Reputation: 483
This is my sample code:
val file = sc.textFile(fileapath).persist(StorageLevel.MEMORY_AND_DISK_2)
I am running a series of tasks such as reading file from hdfs and count its record then again doing some preprocessor like binning or join or groupby then finding the count of result and then saving file to hdfs.
I noticed one point that while running this with preprocessor join it sometimes stuck due to this persistance of data.
If I remove this persist it will run. Now I have some doubts about persistance of data.
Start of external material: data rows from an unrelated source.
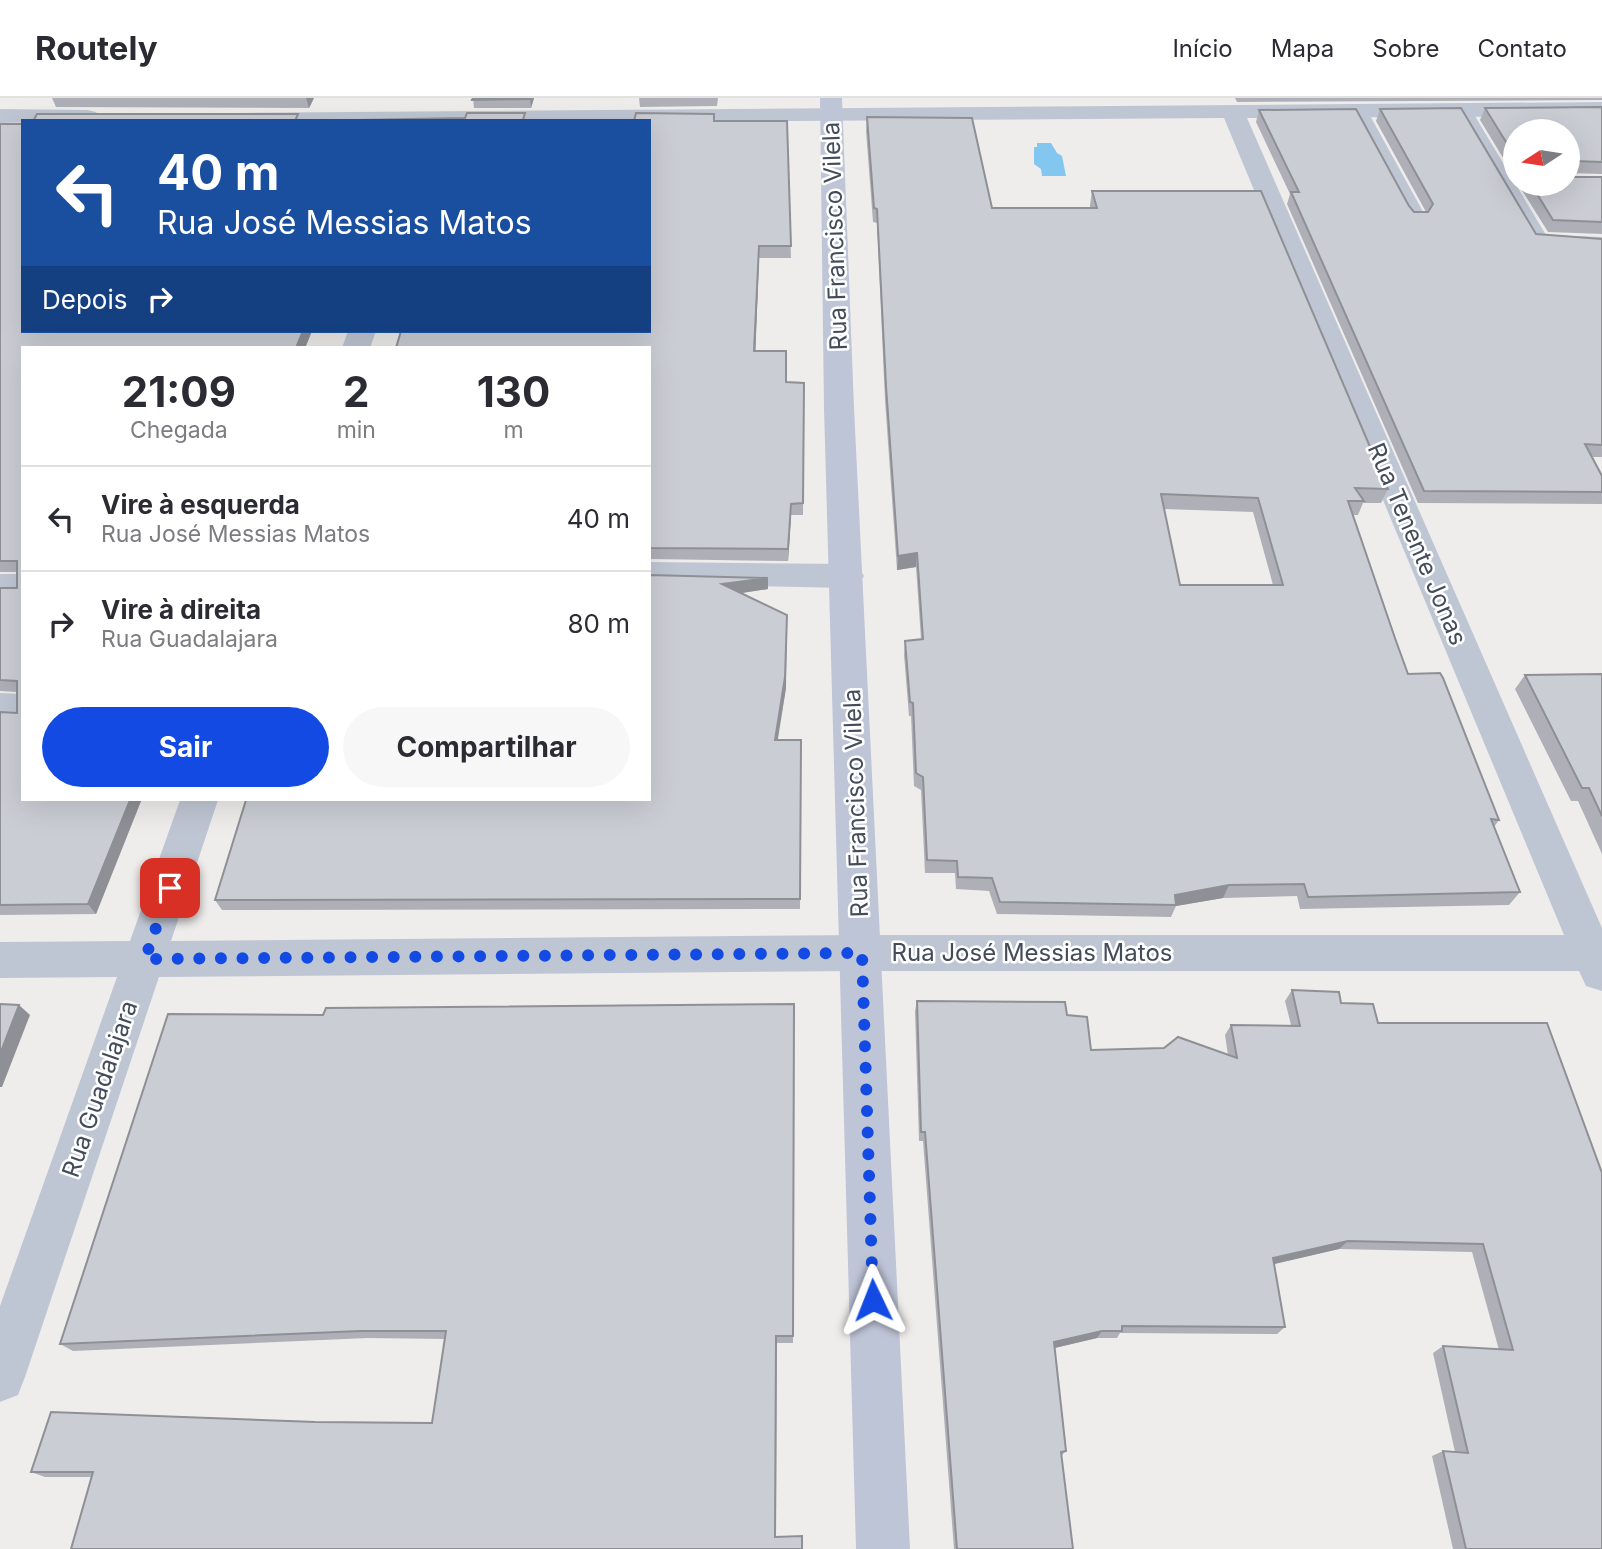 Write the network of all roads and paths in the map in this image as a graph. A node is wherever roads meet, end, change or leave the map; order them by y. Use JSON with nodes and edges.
{"nodes":[{"id":1,"x":1552,"y":104,"type":"edge"},
{"id":2,"x":831,"y":106,"type":"edge"},
{"id":3,"x":1602,"y":109,"type":"edge"},
{"id":4,"x":1359,"y":111,"type":"junction"},
{"id":5,"x":1463,"y":111,"type":"junction"},
{"id":6,"x":437,"y":112,"type":"edge"},
{"id":7,"x":1233,"y":113,"type":"junction"},
{"id":8,"x":10,"y":117,"type":"edge"},
{"id":9,"x":108,"y":117,"type":"edge"},
{"id":10,"x":230,"y":117,"type":"edge"},
{"id":11,"x":0,"y":144,"type":"edge"},
{"id":12,"x":1503,"y":171,"type":"edge"},
{"id":13,"x":1517,"y":196,"type":"edge"},
{"id":14,"x":1416,"y":218,"type":"edge"},
{"id":15,"x":1602,"y":243,"type":"edge"},
{"id":16,"x":651,"y":573,"type":"edge"},
{"id":17,"x":847,"y":576,"type":"junction"},
{"id":18,"x":0,"y":586,"type":"edge"},
{"id":19,"x":21,"y":586,"type":"edge"},
{"id":20,"x":0,"y":708,"type":"edge"},
{"id":21,"x":21,"y":708,"type":"edge"},
{"id":22,"x":199,"y":801,"type":"edge"},
{"id":23,"x":862,"y":953,"type":"junction"},
{"id":24,"x":145,"y":959,"type":"junction"},
{"id":25,"x":0,"y":960,"type":"edge"},
{"id":26,"x":1599,"y":960,"type":"edge"},
{"id":27,"x":0,"y":1377,"type":"edge"},
{"id":28,"x":883,"y":1549,"type":"edge"}],
"edges":[{"from":1,"to":3,"type":"street"},
{"from":1,"to":5,"type":"street"},
{"from":2,"to":6,"type":"street"},
{"from":2,"to":7,"type":"street"},
{"from":2,"to":17,"type":"street","name":"Rua Francisco Vilela"},
{"from":4,"to":5,"type":"street"},
{"from":4,"to":7,"type":"street"},
{"from":4,"to":14,"type":"lane"},
{"from":5,"to":12,"type":"lane"},
{"from":6,"to":10,"type":"street"},
{"from":7,"to":26,"type":"street","name":"Rua Tenente Jonas"},
{"from":8,"to":9,"type":"street"},
{"from":8,"to":11,"type":"street"},
{"from":13,"to":15,"type":"lane"},
{"from":16,"to":17,"type":"street"},
{"from":17,"to":23,"type":"street","name":"Rua Francisco Vilela"},
{"from":18,"to":19,"type":"street"},
{"from":20,"to":21,"type":"street"},
{"from":22,"to":24,"type":"street","name":"Rua Guadalajara"},
{"from":23,"to":24,"type":"street","name":"Rua José Messias Matos"},
{"from":23,"to":26,"type":"street","name":"Rua José Messias Matos"},
{"from":23,"to":28,"type":"street","name":"Rua Francisco Vilela"},
{"from":24,"to":25,"type":"street","name":"Rua José Messias Matos"},
{"from":24,"to":27,"type":"street","name":"Rua Guadalajara"}]} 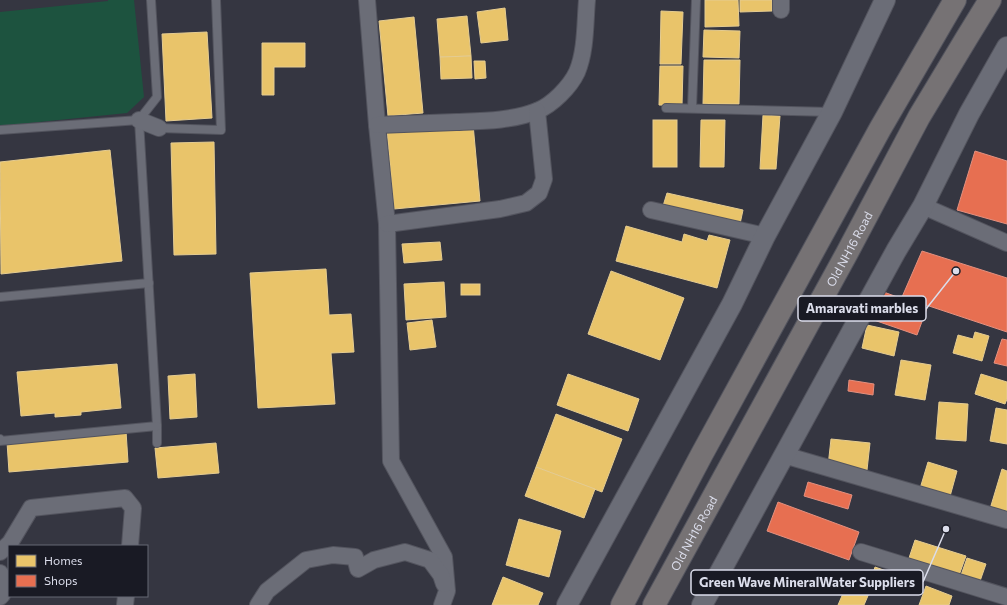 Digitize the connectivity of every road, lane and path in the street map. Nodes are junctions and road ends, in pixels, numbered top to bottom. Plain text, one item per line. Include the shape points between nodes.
1 (152, 0) edge
2 (216, 0) edge
3 (367, 0) edge
4 (587, 0) edge
5 (696, 0) edge
6 (885, 0) edge
7 (955, 0) edge
8 (990, 0) edge
9 (1002, 0) edge
10 (966, 39) junction
11 (1007, 47) edge
12 (666, 108) dead end
13 (692, 108) junction
14 (538, 111) junction
15 (832, 112) junction
16 (139, 120) junction
17 (377, 125) junction
18 (159, 128) joint
19 (0, 130) edge
20 (923, 206) junction
21 (651, 210) dead end
22 (387, 224) junction
23 (765, 236) junction
24 (1007, 243) edge
25 (149, 283) junction
26 (0, 296) edge
27 (157, 426) junction
28 (0, 439) edge
29 (157, 442) dead end
30 (784, 455) junction
31 (1007, 520) edge
32 (130, 545) edge
33 (0, 552) edge
34 (861, 552) dead end
35 (0, 573) edge
36 (0, 597) edge
37 (1007, 597) edge
38 (444, 598) edge
39 (258, 605) edge
40 (568, 605) edge
41 (622, 605) edge
42 (654, 605) edge
43 (702, 605) edge

1 - 16 lane via 156,97
2 - 18 lane via 221,130
3 - 17 street
4 - 14 street via 583,51 577,72 564,92
5 - 13 lane
6 - 15 street
7 - 41 main road via 876,136
8 - 10 main road, Old NH16 Road
9 - 10 street
10 - 42 main road, Old NH16 Road via 919,117
11 - 20 street via 969,114
12 - 13 lane
13 - 15 lane
14 - 17 street via 494,121
14 - 22 street via 544,179 539,193 526,203 500,210
15 - 23 street
16 - 18 street
16 - 19 lane
16 - 25 lane
17 - 22 street
20 - 24 street
20 - 30 street
21 - 23 street
22 - 38 street via 391,461 444,557
23 - 40 street via 732,304
25 - 26 lane
25 - 27 lane
27 - 28 lane
27 - 29 lane
30 - 31 street
30 - 43 street
32 - 33 street via 133,508 125,498 31,508 10,543
34 - 37 street
35 - 36 street via 4,580
38 - 39 street via 441,575 430,560 405,552 374,560 358,569 355,557 333,555 306,560 267,591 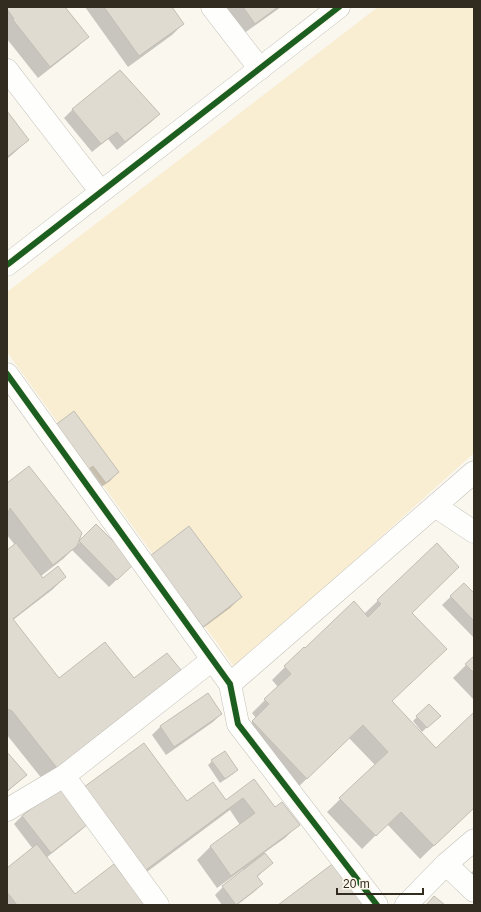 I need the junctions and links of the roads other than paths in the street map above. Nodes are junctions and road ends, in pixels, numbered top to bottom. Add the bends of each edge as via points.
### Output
1 (212, 7) edge
2 (339, 7) edge
3 (260, 69) junction
4 (7, 70) edge
5 (101, 192) junction
6 (7, 265) edge
7 (7, 374) edge
8 (474, 472) edge
9 (435, 506) junction
10 (474, 532) edge
11 (212, 660) junction
12 (230, 684) junction
13 (64, 776) junction
14 (7, 810) edge
15 (474, 840) edge
16 (446, 864) junction
17 (474, 890) edge
18 (158, 905) edge
19 (378, 905) edge
20 (406, 905) edge

1 - 3 street
2 - 3 street
3 - 5 street
4 - 5 street
5 - 6 street
7 - 11 street
8 - 9 street
9 - 10 street
9 - 12 street
11 - 12 street
11 - 13 street
12 - 19 street via 238,724
13 - 14 street
13 - 18 street
15 - 16 street
16 - 17 street
16 - 20 street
Why persist only effective for some task .
Please help me to figure out my doubts
Upvotes: 0
Views: 647
Reputation: 10450
A lot of important data is missing in your question:
From the data you provided:
It is possible that removing the "_2" will help:
MEMORY_ONLY_2, MEMORY_AND_DISK_2, etc. but replicate each partition on two cluster nodes. - do you need to replicate the data?
val file = sc.textFile(fileapath).persist(StorageLevel.MEMORY_AND_DISK)
It is possible that using MEMORY_ONLY will help:
val file = sc.textFile(fileapath).persist(StorageLevel.MEMORY_ONLY)
It is possible that using MEMORY_ONLY_SER will be better:
val file = sc.textFile(fileapath).persist(StorageLevel.MEMORY_ONLY)
MEMORY_ONLY_SER - Store RDD as serialized Java objects (one byte array per partition). This is generally more space-efficient than deserialized objects, especially when using a fast serializer, but more CPU-intensive to read.
more info can be found here: http://spark.apache.org/docs/latest/programming-guide.html#rdd-persistence
Upvotes: 4